Si en los años sesenta Kruschev sacó una pobre impresión del joven Kennedy en su encuentro en Europa y se envalentonó dando luz verde al muro de Berlín y al despliegue de misiles en Cuba, Putin constata ahora que su colega yanqui posee una debilidad: tiene prisa por lograr un acuerdo a cualquier precio para redondear su fama de negociador y optar al Nobel de la Paz, algo que le obsesiona. Por el contrario, Putin no la tiene. Solo quiere ganar tiempo machacando a Ucrania. El sábado lanzó más de doscientos proyectiles sobre ese país, para que llegue debilitado a la mesa de negociación, y lo ha conseguido.
El ruso no ha cedido en lo principal, reitera que hay que considerar las «causas profundas» del conflicto antes de resolver nada. Una expresión que esconde que Ucrania debe renunciar a convertirse en una democracia occidentalizada y a querer entrar en la OTAN y en la Unión Europea. Es decir, debe renunciar a tener una política exterior soberana y aceptar la supervisión de Moscú. Y, por supuesto, quiere quedarse con una quinta parte de Ucrania. Algo, en su globalidad, inaceptable para los europeos. Ayer, los ocho países nórdicos, Suecia, Finlandia, Dinamarca..., reiteraron que las «causas profundas» de esta guerra son, en realidad, «la agresión y las ambiciones imperialistas de Rusia» y abundaron en que la experiencia demuestra que no se puede confiar en Putin.
Trump, a pesar de su verborrea, debe percatarse de que ha salido trasquilado. No logró el tan cacareado cese del fuego, la reunión duró la mitad e lo que se pensaba, no se celebró la cena prevista y el lenguaje corporal en las declaraciones a la prensa era elocuente: Putin, ganador, sonriente, relajado; él, cariacontecido. No hubo preguntas.
Europa reza ahora para que Trump no obligue a Zelenski a tragar lo intragable con insinuaciones y presiones. El americano ha dejado caer que hay que dar a Ucrania garantías de seguridad. Pero no todos los observadores se fían. Ni siquiera el votante americano, menos aún los ucranianos que ven al americano voluble diariamente y encandilado con el ruso.
Si el líder de Occidente despierta y colige que Putin no va a ceder en lo básico puede irritarse como hace dos semanas, cuando declaró que Putin vendía humo –algo que Melania le recuerda todos los días («te sonríe en el teléfono y esa noche bombardea y mata más que nunca»)– o bien se desentiende del tema como ocurrió con Corea del Norte. Kim Jong-un, al que había amenazado con pulverizar, le tomó el pelo, y él, viendo que el asunto era peliagudo, lo archivó. Se lavará las manos y dirá a su votantes que lo ha intentado, pero…
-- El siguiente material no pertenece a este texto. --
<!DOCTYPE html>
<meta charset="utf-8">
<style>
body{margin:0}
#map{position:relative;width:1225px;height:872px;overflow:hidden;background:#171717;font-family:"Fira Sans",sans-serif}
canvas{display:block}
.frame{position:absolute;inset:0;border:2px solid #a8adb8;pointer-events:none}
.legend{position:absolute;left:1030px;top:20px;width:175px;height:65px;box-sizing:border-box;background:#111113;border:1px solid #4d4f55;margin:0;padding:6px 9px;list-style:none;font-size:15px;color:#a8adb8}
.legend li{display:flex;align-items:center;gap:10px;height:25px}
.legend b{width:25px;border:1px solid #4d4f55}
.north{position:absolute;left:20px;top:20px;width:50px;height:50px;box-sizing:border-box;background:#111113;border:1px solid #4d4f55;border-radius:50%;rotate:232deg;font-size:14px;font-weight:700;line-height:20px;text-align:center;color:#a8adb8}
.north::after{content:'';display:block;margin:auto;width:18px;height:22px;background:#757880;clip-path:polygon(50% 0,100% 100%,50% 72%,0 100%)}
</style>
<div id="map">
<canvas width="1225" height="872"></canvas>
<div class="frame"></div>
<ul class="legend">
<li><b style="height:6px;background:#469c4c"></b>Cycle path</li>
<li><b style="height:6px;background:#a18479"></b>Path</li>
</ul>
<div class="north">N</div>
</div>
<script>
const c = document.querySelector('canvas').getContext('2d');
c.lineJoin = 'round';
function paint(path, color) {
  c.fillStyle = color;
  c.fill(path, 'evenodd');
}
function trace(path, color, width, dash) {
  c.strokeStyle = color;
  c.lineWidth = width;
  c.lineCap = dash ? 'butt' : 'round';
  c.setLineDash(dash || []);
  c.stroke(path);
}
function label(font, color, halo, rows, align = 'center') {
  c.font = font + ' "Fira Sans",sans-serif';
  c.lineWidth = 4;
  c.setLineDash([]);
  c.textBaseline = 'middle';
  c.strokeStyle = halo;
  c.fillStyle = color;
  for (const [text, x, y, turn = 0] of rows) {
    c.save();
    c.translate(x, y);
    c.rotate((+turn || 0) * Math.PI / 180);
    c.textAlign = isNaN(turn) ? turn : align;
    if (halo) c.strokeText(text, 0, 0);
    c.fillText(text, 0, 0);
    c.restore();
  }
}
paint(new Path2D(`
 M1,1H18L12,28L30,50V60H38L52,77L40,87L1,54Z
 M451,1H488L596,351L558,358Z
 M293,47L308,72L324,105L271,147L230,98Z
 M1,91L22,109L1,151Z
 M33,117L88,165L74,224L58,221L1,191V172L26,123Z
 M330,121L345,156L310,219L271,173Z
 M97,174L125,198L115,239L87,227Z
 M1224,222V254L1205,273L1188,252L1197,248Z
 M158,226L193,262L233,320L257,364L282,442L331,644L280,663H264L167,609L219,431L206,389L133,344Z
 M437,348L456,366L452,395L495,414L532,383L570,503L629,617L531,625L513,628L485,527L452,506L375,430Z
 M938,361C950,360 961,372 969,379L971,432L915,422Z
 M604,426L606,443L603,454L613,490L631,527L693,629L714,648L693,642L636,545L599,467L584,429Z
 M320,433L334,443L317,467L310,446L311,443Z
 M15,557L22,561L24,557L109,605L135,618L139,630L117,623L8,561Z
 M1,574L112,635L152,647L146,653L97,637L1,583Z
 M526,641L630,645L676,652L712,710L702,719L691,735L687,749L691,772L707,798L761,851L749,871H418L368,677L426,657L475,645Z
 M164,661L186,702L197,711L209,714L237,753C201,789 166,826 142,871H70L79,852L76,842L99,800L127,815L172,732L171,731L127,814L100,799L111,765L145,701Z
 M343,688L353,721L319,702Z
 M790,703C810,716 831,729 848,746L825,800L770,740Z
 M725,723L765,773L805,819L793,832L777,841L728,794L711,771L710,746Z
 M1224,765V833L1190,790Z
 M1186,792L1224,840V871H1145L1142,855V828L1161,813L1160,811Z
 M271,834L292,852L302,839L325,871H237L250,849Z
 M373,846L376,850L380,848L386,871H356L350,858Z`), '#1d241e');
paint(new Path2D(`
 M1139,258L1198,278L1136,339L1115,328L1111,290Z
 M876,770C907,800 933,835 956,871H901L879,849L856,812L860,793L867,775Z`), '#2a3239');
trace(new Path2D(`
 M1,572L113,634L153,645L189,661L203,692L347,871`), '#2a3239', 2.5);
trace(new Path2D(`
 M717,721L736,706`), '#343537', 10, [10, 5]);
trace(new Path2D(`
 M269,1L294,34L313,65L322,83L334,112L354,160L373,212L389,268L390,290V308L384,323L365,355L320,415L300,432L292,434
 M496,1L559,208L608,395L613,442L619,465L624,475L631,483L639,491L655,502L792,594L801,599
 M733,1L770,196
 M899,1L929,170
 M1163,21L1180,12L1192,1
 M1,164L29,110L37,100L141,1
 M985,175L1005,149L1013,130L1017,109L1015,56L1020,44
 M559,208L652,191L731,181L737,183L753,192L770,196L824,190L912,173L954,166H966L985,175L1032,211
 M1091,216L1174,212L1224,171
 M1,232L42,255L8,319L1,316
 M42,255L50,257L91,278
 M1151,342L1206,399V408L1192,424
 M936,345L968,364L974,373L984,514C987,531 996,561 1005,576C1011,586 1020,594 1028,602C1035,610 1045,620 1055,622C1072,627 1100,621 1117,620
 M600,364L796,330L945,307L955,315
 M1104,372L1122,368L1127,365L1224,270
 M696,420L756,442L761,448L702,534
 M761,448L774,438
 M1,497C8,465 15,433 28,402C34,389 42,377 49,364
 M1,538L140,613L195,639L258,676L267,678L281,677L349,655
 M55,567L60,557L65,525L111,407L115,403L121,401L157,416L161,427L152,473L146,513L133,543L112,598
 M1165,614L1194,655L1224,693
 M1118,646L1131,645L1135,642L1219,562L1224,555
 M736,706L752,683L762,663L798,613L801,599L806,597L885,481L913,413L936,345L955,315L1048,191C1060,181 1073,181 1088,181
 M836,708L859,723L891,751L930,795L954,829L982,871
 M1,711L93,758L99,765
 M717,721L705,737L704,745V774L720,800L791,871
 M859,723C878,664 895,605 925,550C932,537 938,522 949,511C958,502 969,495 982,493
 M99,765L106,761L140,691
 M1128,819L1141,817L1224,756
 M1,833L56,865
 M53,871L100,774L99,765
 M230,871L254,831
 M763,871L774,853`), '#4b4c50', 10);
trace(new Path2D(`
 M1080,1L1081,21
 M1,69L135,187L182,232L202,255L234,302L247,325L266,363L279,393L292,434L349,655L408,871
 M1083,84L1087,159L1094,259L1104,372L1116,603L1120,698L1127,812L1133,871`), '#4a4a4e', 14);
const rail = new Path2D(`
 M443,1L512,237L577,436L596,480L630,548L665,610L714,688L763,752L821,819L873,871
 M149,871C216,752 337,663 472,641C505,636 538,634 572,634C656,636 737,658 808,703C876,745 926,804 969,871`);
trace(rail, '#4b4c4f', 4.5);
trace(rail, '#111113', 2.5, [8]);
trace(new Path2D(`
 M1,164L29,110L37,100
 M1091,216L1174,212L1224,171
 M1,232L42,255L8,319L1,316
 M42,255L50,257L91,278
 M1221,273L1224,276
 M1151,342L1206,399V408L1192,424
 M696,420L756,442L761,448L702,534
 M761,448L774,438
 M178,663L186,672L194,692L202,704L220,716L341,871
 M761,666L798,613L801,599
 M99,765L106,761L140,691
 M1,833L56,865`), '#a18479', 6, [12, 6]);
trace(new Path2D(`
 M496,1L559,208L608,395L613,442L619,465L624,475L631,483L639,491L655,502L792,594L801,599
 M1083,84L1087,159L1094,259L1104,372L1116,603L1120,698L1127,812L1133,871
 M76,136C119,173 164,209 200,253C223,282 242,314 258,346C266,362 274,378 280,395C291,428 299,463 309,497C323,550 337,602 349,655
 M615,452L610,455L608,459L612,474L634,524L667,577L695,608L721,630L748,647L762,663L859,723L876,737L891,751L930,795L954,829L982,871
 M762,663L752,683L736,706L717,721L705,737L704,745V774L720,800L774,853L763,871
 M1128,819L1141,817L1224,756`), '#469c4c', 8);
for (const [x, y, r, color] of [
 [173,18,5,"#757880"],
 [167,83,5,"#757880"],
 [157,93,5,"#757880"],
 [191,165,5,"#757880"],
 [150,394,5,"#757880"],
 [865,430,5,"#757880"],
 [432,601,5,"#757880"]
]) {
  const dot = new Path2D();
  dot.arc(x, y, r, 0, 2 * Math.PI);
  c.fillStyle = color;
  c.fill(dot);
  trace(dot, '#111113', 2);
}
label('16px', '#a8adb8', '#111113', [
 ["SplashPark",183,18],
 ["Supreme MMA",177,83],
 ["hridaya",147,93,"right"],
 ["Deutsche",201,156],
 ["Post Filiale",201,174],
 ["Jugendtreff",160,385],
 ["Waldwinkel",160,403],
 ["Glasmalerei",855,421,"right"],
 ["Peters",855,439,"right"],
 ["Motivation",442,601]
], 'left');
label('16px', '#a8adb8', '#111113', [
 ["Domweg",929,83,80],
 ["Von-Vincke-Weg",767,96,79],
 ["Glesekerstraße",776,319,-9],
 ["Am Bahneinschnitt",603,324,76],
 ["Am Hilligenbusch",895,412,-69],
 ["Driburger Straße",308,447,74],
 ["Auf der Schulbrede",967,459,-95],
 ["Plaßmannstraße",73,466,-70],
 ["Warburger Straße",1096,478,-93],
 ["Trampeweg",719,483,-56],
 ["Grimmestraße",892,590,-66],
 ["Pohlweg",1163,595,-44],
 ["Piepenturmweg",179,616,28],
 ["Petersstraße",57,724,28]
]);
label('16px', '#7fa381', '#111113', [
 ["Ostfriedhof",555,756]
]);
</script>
Y ahí viene el dilema para los europeos, tanto para los de la coalición de voluntarios de ayuda significativa a Ucrania, Alemania, Gran Bretaña, Francia, Polonia, los nórdicos, como los que lo hacen más de boquilla, España, Portugal... ¿Qué ocurriría si el lavado de manos de Trump implica un corte sustancial del envolvimiento americano? ¿Podemos suplirlo nosotros a corto y a medio plazo y con citas electorales ya en el horizonte? Ojalá sí, pero es dudoso.